#### [Activity]
Retype exactly the span of lines below from the one with "pinky tip: (1102, 852)" through the one with "middle tip: (224, 204)". Do not include pictures.

════════

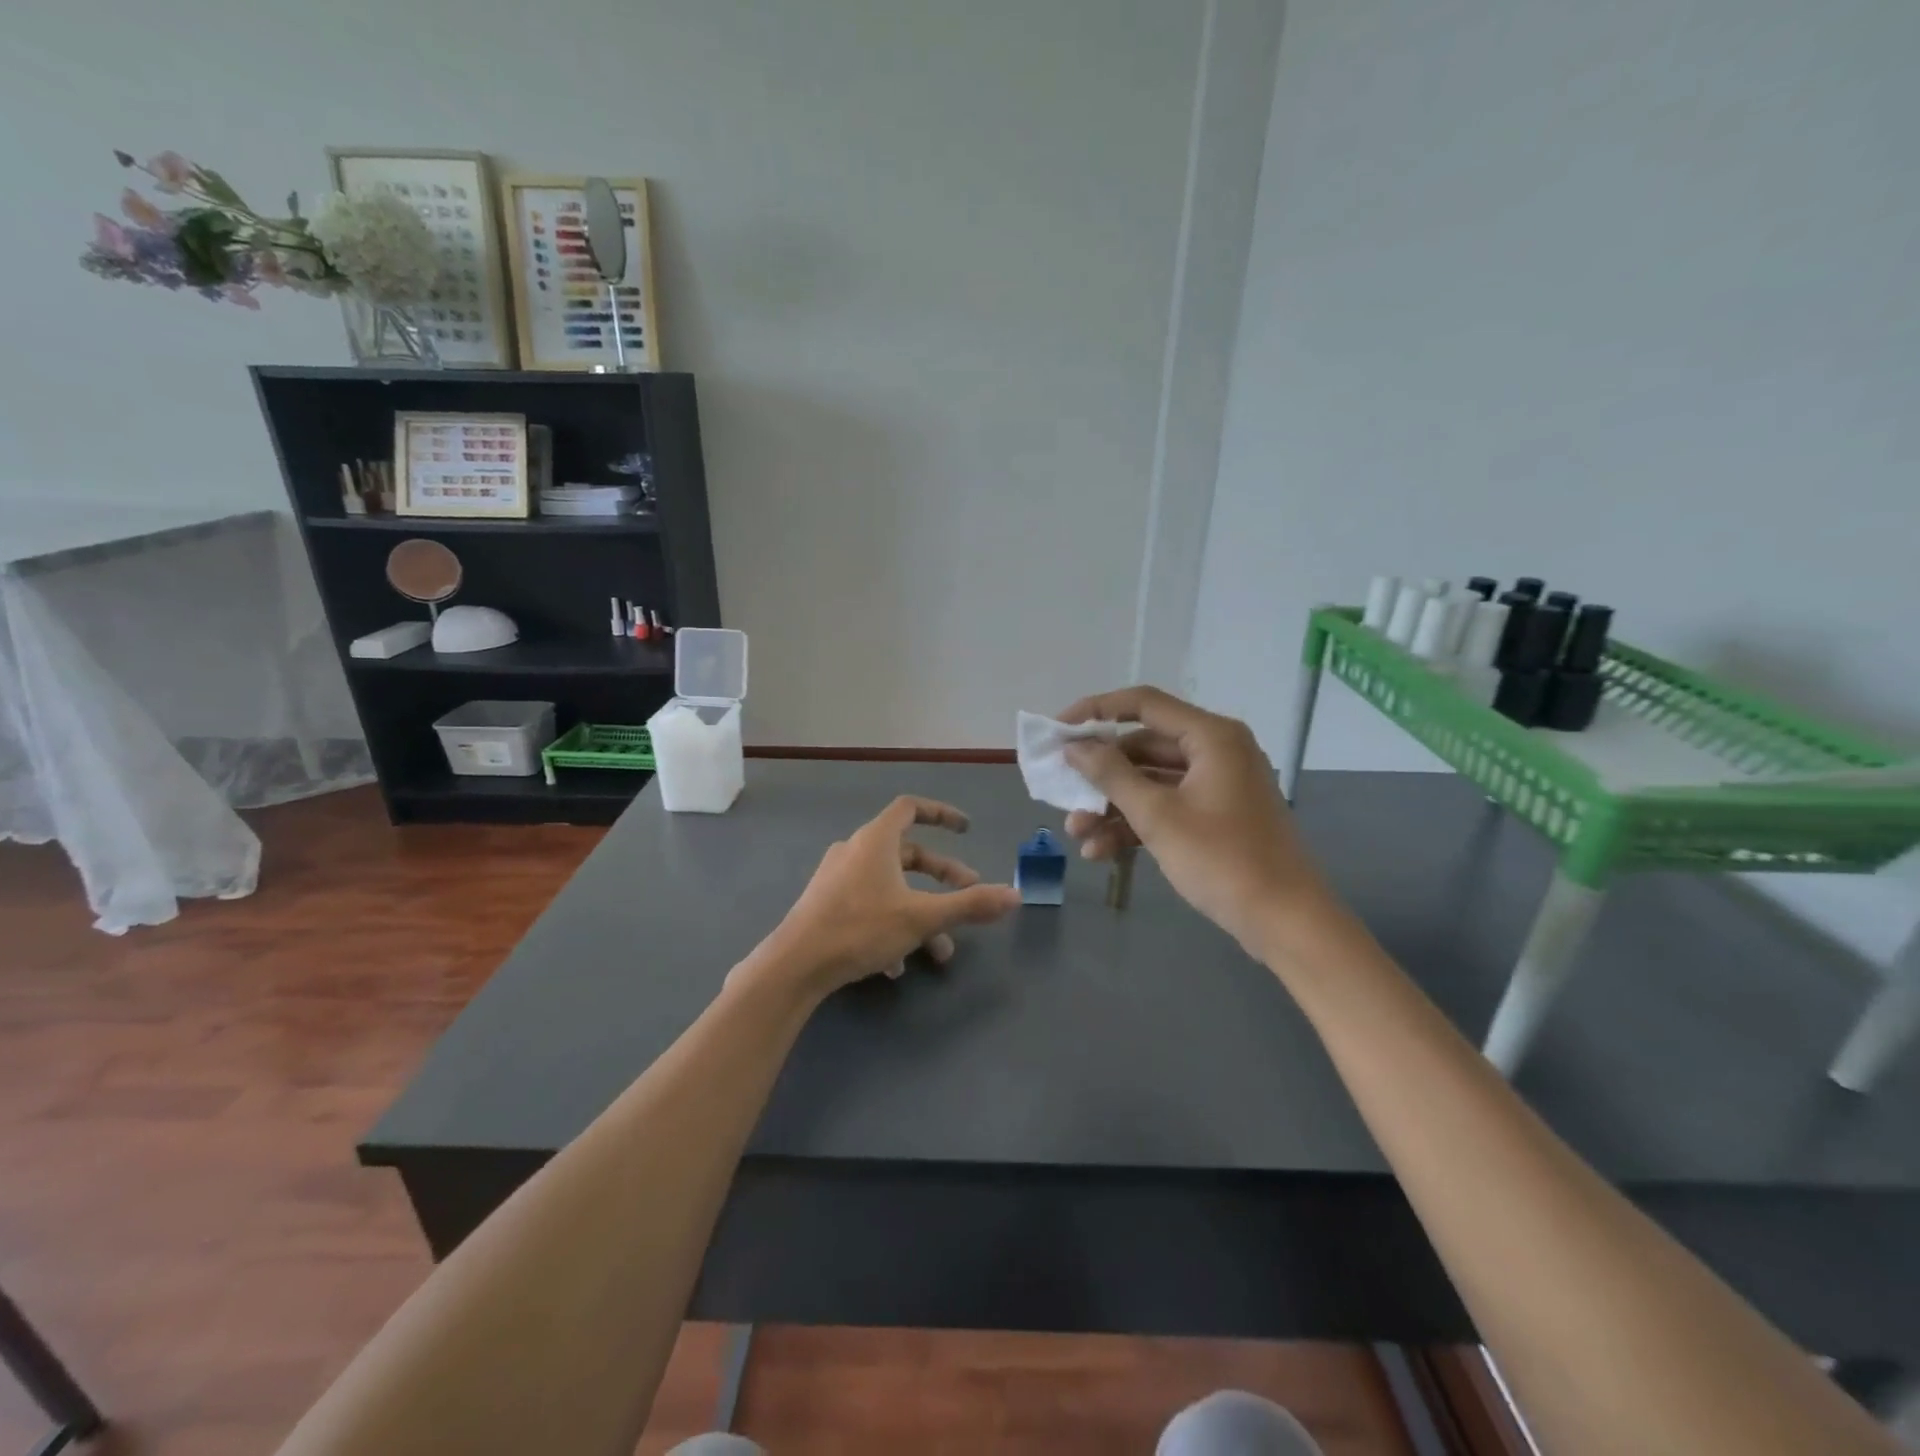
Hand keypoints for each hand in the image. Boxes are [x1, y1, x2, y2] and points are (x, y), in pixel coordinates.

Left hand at [754, 795, 1021, 997]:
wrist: (795, 964)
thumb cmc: (860, 928)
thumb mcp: (922, 917)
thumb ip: (970, 905)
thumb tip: (1015, 896)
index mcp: (876, 840)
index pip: (911, 808)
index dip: (942, 813)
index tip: (966, 829)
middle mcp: (855, 851)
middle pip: (906, 853)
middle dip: (941, 875)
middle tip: (968, 893)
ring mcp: (837, 878)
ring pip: (889, 886)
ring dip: (919, 911)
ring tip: (940, 949)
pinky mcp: (825, 905)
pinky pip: (868, 906)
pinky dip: (891, 925)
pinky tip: (898, 965)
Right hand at [1058, 687, 1336, 955]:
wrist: (1285, 921)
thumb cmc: (1222, 859)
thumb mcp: (1158, 816)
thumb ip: (1111, 775)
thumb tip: (1074, 746)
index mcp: (1211, 736)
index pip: (1144, 704)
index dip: (1096, 710)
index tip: (1058, 730)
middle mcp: (1216, 751)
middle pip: (1144, 748)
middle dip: (1101, 775)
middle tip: (1063, 791)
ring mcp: (1217, 785)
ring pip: (1151, 782)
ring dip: (1113, 806)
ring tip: (1077, 834)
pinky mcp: (1216, 816)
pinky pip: (1167, 807)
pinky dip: (1136, 824)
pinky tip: (1102, 852)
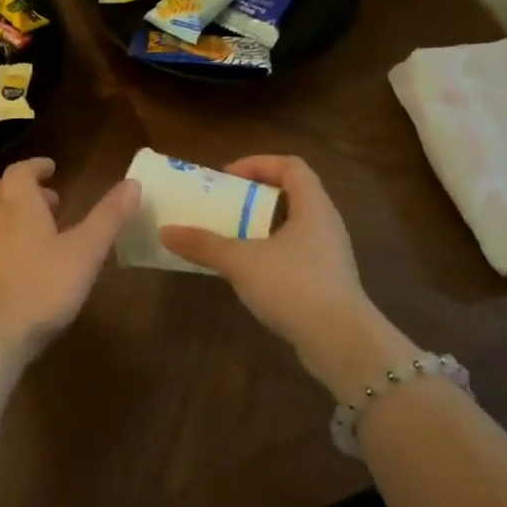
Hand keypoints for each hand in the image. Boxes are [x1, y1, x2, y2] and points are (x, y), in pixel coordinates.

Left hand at [0, 158, 140, 367]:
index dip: (36, 166)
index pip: (20, 171)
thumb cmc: (41, 288)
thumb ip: (108, 217)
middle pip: (1, 191)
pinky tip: (22, 267)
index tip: (52, 168)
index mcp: (19, 207)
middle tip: (50, 198)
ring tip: (41, 233)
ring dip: (13, 216)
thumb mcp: (85, 252)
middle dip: (24, 188)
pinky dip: (5, 243)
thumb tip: (133, 182)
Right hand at [159, 156, 415, 398]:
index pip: (291, 165)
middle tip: (224, 204)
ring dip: (261, 226)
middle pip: (292, 193)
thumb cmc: (294, 286)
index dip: (258, 163)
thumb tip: (165, 231)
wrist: (341, 343)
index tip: (227, 177)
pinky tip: (248, 271)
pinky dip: (270, 252)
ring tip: (230, 236)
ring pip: (293, 226)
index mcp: (313, 206)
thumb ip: (204, 244)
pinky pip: (295, 253)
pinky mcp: (327, 282)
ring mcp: (329, 255)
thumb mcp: (241, 261)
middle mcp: (326, 224)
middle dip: (255, 195)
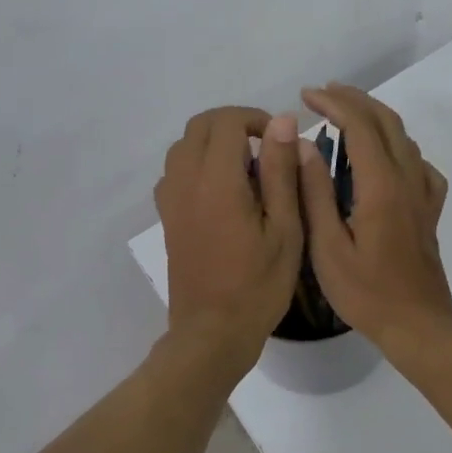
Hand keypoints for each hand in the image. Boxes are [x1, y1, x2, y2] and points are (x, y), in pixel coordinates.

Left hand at [153, 106, 304, 363]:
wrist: (212, 332)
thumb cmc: (258, 285)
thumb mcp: (284, 229)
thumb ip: (281, 171)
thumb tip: (281, 121)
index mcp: (217, 181)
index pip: (227, 121)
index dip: (256, 119)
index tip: (280, 142)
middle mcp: (185, 182)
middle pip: (200, 126)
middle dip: (234, 125)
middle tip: (266, 150)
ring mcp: (170, 200)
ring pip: (183, 146)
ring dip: (213, 143)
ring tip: (246, 171)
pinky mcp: (166, 218)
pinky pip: (175, 172)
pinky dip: (197, 164)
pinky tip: (222, 192)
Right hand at [297, 84, 451, 349]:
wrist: (418, 325)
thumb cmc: (366, 293)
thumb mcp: (328, 247)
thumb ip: (316, 194)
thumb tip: (305, 145)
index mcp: (381, 187)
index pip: (360, 126)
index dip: (333, 103)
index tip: (305, 95)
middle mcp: (408, 180)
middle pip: (386, 122)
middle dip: (354, 99)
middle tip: (322, 93)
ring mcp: (424, 194)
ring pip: (404, 138)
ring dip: (375, 117)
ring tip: (345, 114)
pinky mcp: (429, 210)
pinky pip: (419, 164)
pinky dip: (398, 147)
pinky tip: (386, 158)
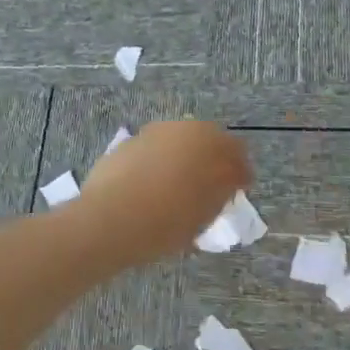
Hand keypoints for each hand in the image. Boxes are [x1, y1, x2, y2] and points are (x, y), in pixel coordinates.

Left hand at [78, 121, 251, 262]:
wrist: (110, 218)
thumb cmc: (168, 220)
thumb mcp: (206, 213)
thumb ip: (221, 191)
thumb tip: (225, 182)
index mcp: (211, 143)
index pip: (237, 154)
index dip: (239, 174)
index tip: (237, 192)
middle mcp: (183, 129)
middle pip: (207, 141)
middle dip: (211, 161)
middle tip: (209, 190)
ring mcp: (154, 133)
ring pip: (178, 143)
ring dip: (183, 160)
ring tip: (177, 190)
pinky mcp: (129, 142)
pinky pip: (154, 152)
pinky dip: (158, 164)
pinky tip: (151, 188)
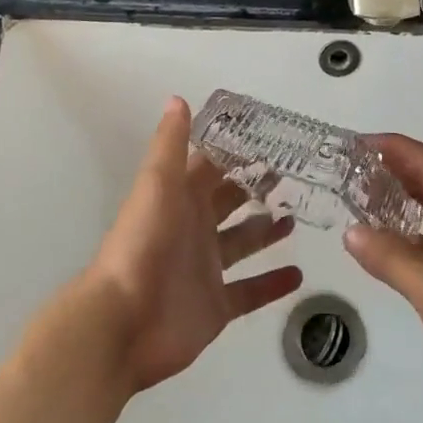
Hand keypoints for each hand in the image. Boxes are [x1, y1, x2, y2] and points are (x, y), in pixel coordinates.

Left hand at [83, 97, 303, 391]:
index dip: (235, 151)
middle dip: (256, 187)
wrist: (123, 323)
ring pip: (242, 243)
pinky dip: (272, 284)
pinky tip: (299, 274)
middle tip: (292, 174)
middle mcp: (195, 228)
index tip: (271, 137)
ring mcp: (206, 268)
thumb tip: (177, 98)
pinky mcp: (217, 305)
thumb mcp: (156, 186)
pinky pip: (250, 292)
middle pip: (230, 202)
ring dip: (266, 231)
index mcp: (181, 198)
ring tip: (296, 217)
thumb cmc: (142, 246)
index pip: (211, 166)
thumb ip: (170, 145)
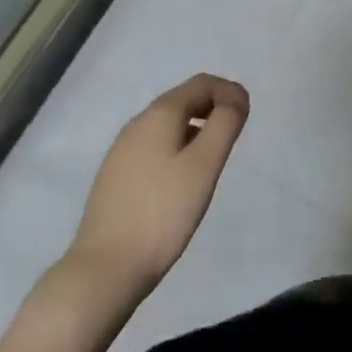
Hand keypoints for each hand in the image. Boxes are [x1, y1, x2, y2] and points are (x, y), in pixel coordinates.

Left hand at [69, 74, 248, 294]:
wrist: (105, 268)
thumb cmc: (162, 212)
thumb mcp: (204, 165)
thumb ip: (225, 124)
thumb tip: (236, 98)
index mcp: (159, 114)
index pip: (201, 82)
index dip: (230, 91)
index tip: (247, 116)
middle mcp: (137, 124)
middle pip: (183, 99)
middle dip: (214, 108)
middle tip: (234, 136)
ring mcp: (122, 150)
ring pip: (168, 124)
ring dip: (196, 128)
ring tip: (213, 159)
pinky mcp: (115, 176)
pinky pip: (154, 146)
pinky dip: (177, 147)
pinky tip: (183, 179)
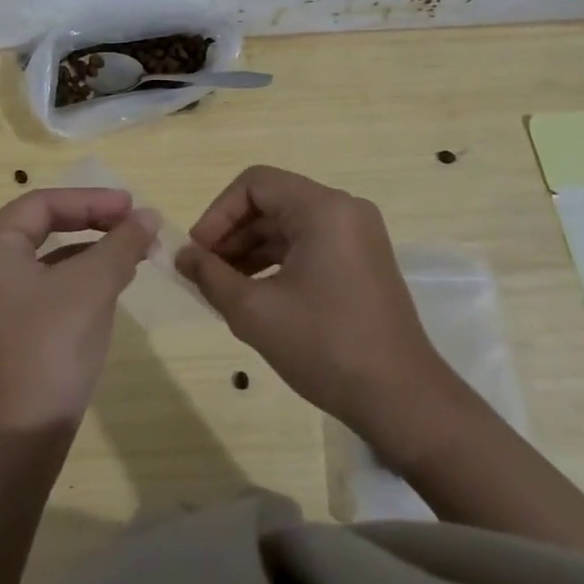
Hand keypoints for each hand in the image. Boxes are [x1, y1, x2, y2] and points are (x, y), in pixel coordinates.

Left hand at [0, 189, 159, 431]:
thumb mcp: (93, 285)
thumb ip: (122, 243)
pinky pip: (47, 279)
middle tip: (135, 221)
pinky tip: (114, 276)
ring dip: (92, 246)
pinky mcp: (11, 318)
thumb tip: (150, 216)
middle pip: (43, 224)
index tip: (133, 205)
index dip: (91, 200)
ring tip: (134, 247)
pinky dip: (81, 272)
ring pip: (48, 252)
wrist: (26, 430)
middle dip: (93, 221)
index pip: (43, 204)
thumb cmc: (53, 344)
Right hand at [176, 166, 465, 449]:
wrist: (401, 400)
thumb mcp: (254, 311)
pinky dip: (276, 261)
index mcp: (323, 208)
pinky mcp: (361, 261)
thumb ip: (210, 275)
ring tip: (223, 286)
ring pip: (288, 225)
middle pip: (272, 201)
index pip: (255, 184)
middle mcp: (344, 210)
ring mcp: (357, 235)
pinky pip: (308, 244)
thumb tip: (181, 256)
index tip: (197, 251)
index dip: (217, 213)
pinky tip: (254, 292)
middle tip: (204, 271)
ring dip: (251, 249)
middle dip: (232, 233)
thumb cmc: (324, 346)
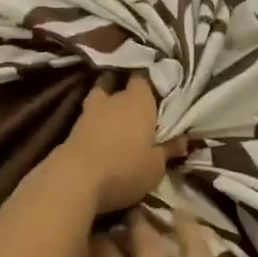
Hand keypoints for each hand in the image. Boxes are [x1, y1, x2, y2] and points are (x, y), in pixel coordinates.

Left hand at [57, 75, 178, 213]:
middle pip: (118, 81)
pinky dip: (95, 118)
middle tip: (136, 101)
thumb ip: (169, 149)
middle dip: (125, 87)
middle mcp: (114, 98)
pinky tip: (101, 129)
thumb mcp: (156, 166)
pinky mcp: (73, 126)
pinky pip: (89, 114)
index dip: (150, 81)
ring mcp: (90, 110)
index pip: (144, 77)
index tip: (158, 88)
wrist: (76, 179)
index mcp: (139, 100)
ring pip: (100, 94)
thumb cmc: (125, 168)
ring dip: (106, 100)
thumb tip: (184, 139)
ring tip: (115, 112)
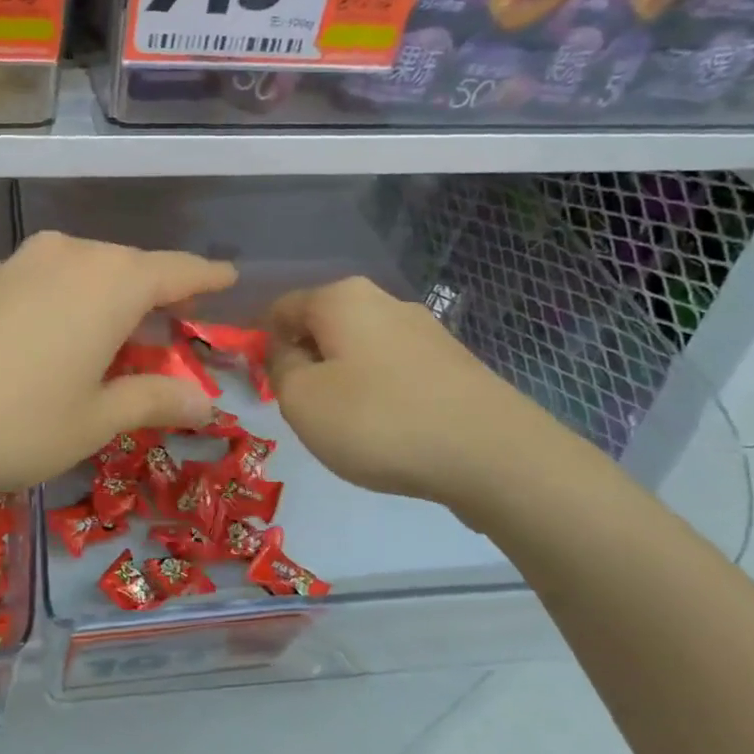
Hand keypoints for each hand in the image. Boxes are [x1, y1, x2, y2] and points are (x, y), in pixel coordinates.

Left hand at [0, 232, 234, 508]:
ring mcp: (25, 261)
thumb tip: (207, 404)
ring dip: (116, 298)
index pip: (178, 271)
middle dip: (161, 295)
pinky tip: (69, 334)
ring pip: (92, 270)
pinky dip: (77, 299)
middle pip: (133, 268)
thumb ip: (154, 400)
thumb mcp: (94, 420)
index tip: (229, 279)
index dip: (207, 277)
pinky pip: (55, 278)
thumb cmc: (14, 424)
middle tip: (179, 327)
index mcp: (112, 283)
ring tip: (126, 335)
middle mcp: (72, 255)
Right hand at [266, 276, 571, 510]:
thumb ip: (278, 367)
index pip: (281, 307)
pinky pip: (394, 370)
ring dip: (341, 378)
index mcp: (341, 298)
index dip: (261, 340)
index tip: (260, 381)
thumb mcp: (301, 399)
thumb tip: (285, 350)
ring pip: (359, 348)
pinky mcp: (453, 363)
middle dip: (305, 360)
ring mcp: (425, 330)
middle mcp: (384, 301)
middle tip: (302, 407)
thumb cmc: (378, 420)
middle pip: (323, 325)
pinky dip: (378, 392)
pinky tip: (388, 429)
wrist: (493, 455)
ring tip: (347, 425)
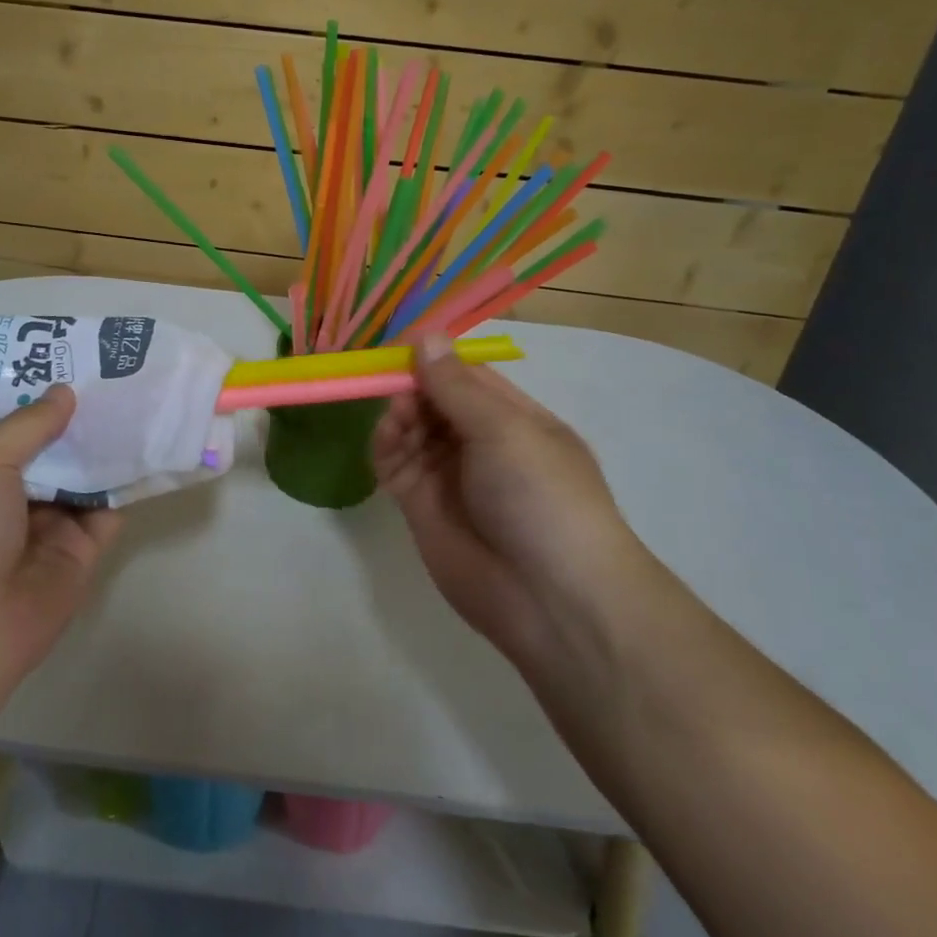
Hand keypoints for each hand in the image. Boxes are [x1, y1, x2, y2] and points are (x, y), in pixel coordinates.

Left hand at [0, 386, 121, 677]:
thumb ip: (28, 427)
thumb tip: (66, 391)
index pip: (20, 429)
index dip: (45, 398)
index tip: (77, 361)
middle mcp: (19, 498)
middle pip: (60, 450)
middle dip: (85, 418)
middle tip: (122, 373)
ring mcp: (53, 526)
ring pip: (89, 476)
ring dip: (111, 446)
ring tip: (145, 399)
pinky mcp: (85, 553)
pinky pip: (112, 510)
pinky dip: (130, 483)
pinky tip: (153, 447)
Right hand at [372, 335, 644, 667]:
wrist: (551, 600)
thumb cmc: (542, 497)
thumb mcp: (505, 430)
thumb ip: (456, 386)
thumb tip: (426, 336)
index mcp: (515, 419)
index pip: (468, 376)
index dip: (435, 359)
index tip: (400, 345)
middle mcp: (481, 443)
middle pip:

════════

#### [Exercise output]
pinky tip: (1102, 852)
Hand keypoints for each hand in the image. Boxes are [x1, y1, x2, y2] and points are (x, y), in pixel coordinates.

Left hand at [0, 158, 140, 367]:
index dip: (36, 166)
index pip: (20, 171)
thumb cmc: (41, 288)
thumb ip: (108, 217)
middle pip: (1, 191)
pinky tip: (22, 267)
index tip: (52, 168)
index mcp: (19, 207)
middle tip: (50, 198)
ring tip: (41, 233)
ring dip: (13, 216)
thumb mcp: (85, 252)
middle dip: (24, 188)
pinky dip: (5, 243)
thumb tip: (133, 182)
Right hand at [159, 156, 415, 398]:
index pip: (291, 165)
middle tip: (224, 204)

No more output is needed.